Taking each line of the records in turn, count those containing "Court" and report only the number.
--- Supplied entries Enclosed Below ---
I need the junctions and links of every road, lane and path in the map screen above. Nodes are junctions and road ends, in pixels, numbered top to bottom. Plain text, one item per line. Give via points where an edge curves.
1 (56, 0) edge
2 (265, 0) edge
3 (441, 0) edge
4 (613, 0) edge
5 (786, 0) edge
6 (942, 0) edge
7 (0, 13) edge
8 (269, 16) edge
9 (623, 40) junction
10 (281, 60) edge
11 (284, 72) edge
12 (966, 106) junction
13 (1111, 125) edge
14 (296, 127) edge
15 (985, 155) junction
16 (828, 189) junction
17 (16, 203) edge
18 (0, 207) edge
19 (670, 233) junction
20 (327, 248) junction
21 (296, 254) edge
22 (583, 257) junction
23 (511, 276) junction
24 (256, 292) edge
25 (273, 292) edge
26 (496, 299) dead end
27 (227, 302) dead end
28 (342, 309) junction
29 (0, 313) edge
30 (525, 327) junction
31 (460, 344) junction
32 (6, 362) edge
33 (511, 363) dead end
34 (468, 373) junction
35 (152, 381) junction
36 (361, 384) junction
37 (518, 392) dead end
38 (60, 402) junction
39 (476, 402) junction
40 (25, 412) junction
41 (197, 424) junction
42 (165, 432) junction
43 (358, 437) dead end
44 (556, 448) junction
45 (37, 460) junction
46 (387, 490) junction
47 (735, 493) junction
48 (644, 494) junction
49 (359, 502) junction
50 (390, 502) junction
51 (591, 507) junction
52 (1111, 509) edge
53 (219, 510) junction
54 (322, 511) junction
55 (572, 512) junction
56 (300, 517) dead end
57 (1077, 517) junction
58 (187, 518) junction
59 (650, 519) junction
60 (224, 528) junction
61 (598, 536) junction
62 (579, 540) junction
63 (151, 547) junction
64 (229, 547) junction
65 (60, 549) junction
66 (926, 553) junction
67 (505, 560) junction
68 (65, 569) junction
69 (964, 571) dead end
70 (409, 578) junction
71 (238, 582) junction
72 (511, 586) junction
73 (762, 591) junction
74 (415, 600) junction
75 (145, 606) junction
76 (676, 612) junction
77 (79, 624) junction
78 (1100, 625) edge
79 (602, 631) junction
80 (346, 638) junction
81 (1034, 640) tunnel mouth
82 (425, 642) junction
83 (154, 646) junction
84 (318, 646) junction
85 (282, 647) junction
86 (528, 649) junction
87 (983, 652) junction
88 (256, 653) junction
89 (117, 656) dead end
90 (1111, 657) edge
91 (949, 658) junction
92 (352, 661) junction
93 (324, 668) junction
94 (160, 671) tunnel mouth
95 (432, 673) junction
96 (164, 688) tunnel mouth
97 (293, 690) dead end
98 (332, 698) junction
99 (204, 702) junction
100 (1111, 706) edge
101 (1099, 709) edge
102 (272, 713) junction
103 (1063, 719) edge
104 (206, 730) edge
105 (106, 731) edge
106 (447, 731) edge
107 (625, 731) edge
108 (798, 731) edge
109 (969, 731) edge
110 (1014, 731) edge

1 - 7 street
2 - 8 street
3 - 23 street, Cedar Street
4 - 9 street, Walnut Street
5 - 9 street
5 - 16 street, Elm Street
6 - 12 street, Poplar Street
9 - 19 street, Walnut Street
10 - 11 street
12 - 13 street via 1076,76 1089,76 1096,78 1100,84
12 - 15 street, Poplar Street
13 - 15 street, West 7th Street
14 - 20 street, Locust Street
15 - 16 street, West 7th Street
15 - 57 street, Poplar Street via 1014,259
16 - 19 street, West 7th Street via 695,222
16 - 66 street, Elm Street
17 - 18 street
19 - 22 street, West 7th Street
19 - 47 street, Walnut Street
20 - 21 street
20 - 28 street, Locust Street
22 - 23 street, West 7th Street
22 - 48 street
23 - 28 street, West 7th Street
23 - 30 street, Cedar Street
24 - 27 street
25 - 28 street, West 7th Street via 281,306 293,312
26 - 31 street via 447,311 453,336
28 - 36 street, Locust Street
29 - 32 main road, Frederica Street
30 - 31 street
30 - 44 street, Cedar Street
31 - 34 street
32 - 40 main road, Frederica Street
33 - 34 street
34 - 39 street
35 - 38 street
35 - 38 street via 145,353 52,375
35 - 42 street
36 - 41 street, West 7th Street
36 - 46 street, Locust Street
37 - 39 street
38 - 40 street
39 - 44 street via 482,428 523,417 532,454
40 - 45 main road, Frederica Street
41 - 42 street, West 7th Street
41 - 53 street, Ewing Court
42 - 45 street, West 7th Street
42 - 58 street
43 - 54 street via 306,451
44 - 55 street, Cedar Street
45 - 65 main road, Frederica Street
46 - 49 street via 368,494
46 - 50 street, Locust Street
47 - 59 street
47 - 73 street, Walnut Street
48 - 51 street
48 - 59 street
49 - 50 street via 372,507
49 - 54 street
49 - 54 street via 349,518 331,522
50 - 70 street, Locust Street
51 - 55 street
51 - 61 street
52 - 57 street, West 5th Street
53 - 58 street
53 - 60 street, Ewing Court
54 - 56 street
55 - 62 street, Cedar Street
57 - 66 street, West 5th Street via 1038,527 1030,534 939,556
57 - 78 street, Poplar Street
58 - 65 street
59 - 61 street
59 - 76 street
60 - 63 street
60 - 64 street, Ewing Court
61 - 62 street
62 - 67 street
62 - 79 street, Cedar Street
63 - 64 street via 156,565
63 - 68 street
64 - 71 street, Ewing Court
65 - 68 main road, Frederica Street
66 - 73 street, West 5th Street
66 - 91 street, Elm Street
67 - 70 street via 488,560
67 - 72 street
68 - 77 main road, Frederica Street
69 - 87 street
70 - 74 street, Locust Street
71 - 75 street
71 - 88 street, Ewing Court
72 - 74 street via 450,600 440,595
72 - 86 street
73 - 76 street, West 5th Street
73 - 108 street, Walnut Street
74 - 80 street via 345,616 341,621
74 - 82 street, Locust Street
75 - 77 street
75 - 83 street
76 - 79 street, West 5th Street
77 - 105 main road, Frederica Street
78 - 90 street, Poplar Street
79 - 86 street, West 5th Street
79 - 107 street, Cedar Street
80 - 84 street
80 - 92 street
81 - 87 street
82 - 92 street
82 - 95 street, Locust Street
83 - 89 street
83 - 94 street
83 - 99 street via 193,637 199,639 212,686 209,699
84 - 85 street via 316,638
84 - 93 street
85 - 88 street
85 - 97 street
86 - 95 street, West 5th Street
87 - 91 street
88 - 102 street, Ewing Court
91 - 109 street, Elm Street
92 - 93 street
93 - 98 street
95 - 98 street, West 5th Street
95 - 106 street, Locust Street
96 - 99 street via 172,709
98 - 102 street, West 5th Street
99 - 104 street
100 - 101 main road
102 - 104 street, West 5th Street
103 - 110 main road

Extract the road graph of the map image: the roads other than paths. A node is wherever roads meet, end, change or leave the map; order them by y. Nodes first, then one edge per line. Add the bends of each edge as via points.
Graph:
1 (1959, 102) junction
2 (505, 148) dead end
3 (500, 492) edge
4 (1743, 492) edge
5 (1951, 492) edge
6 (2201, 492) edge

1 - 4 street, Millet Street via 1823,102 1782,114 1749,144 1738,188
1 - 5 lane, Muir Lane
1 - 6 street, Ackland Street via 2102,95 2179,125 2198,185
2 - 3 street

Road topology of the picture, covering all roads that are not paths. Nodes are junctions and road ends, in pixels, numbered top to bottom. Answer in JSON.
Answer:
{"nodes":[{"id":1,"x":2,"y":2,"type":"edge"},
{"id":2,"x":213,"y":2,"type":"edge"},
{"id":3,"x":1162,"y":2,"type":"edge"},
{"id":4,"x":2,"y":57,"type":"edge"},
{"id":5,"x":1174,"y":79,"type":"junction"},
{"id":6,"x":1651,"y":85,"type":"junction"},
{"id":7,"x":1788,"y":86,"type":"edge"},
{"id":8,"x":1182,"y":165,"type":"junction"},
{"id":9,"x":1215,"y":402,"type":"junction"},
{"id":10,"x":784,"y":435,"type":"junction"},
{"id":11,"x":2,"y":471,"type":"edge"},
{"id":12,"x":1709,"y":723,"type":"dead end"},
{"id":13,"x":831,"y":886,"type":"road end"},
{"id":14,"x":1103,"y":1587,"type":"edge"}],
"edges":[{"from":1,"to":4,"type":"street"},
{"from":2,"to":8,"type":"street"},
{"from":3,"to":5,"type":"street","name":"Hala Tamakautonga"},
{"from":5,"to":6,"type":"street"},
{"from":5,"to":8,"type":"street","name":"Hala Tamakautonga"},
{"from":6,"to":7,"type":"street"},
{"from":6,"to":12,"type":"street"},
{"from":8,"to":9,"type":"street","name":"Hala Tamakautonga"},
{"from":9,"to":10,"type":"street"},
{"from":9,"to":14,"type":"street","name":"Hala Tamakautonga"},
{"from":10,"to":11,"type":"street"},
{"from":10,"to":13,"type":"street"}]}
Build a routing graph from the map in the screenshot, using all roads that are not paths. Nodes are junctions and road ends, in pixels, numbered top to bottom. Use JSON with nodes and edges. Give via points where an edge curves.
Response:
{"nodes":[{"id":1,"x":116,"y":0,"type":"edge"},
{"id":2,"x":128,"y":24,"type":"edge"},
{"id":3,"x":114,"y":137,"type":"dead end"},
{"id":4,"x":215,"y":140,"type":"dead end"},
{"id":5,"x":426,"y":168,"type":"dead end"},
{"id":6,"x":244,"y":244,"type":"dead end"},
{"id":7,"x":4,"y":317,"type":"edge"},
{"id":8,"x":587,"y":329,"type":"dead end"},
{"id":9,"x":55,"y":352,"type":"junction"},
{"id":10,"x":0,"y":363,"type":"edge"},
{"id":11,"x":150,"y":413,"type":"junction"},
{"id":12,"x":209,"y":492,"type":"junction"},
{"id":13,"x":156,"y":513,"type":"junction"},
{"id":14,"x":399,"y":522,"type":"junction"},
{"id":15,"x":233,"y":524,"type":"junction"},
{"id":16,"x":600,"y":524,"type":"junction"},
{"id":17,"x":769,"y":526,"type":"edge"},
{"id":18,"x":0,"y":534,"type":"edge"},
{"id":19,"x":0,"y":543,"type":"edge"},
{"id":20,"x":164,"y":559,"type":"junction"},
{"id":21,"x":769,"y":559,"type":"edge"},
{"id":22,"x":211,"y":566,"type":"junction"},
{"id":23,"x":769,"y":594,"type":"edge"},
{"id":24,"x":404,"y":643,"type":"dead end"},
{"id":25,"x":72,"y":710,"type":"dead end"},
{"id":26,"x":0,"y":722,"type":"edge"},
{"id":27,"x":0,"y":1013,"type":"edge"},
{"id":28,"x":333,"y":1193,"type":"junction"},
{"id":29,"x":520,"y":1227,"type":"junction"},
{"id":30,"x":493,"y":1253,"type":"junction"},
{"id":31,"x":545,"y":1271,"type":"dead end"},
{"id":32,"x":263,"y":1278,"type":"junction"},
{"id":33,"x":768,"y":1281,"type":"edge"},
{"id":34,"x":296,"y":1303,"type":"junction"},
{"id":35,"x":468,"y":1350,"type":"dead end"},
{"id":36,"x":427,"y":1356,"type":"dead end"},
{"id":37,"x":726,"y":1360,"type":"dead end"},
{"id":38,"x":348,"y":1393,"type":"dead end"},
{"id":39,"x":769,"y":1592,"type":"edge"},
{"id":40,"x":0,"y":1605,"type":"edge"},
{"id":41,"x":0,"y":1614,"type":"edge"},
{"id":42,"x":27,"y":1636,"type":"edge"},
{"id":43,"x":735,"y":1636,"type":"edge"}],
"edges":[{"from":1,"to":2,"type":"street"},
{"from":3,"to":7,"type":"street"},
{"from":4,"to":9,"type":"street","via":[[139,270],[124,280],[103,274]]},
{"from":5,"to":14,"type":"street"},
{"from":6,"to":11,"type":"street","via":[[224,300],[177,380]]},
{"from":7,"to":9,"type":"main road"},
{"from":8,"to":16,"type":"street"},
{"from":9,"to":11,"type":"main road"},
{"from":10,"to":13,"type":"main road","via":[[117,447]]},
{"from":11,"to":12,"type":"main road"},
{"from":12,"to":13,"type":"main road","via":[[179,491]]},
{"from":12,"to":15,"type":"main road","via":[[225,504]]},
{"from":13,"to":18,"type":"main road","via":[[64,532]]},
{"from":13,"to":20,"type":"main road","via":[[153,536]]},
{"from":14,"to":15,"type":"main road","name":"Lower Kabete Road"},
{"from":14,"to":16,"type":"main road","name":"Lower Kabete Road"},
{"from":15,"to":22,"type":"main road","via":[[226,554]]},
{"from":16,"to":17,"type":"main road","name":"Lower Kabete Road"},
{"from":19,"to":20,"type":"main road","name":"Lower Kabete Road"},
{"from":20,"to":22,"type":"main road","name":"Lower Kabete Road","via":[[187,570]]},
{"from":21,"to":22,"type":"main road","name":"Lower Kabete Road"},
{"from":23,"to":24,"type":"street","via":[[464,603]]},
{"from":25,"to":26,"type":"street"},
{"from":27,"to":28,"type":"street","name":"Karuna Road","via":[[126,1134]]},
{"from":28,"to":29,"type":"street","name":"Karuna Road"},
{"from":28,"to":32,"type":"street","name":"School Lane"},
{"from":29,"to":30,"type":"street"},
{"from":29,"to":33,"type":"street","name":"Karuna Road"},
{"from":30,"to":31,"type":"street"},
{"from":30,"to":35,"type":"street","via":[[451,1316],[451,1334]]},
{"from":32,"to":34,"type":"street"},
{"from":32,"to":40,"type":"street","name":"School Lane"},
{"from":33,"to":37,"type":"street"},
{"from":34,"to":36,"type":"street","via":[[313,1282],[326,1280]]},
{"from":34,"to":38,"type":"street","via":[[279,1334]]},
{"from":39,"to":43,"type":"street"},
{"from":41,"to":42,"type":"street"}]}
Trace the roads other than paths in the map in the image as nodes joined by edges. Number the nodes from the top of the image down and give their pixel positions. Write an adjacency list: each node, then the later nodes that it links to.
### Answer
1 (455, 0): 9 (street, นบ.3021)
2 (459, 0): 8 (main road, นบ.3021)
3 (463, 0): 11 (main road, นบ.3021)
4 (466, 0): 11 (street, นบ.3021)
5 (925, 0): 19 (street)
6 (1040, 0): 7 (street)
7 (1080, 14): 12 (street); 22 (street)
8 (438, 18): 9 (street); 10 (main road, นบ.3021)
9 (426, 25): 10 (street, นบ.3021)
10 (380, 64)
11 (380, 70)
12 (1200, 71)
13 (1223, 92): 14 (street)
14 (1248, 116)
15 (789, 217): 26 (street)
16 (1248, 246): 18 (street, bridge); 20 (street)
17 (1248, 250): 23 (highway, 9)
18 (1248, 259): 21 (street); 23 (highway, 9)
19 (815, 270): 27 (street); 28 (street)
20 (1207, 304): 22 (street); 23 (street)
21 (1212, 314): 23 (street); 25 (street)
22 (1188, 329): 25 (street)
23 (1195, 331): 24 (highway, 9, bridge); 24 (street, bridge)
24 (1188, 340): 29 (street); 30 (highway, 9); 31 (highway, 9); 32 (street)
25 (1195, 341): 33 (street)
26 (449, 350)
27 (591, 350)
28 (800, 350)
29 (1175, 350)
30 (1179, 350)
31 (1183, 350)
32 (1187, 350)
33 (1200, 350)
--- End of Enclosed Supplied entries ---
▶ **Result for this task**: 6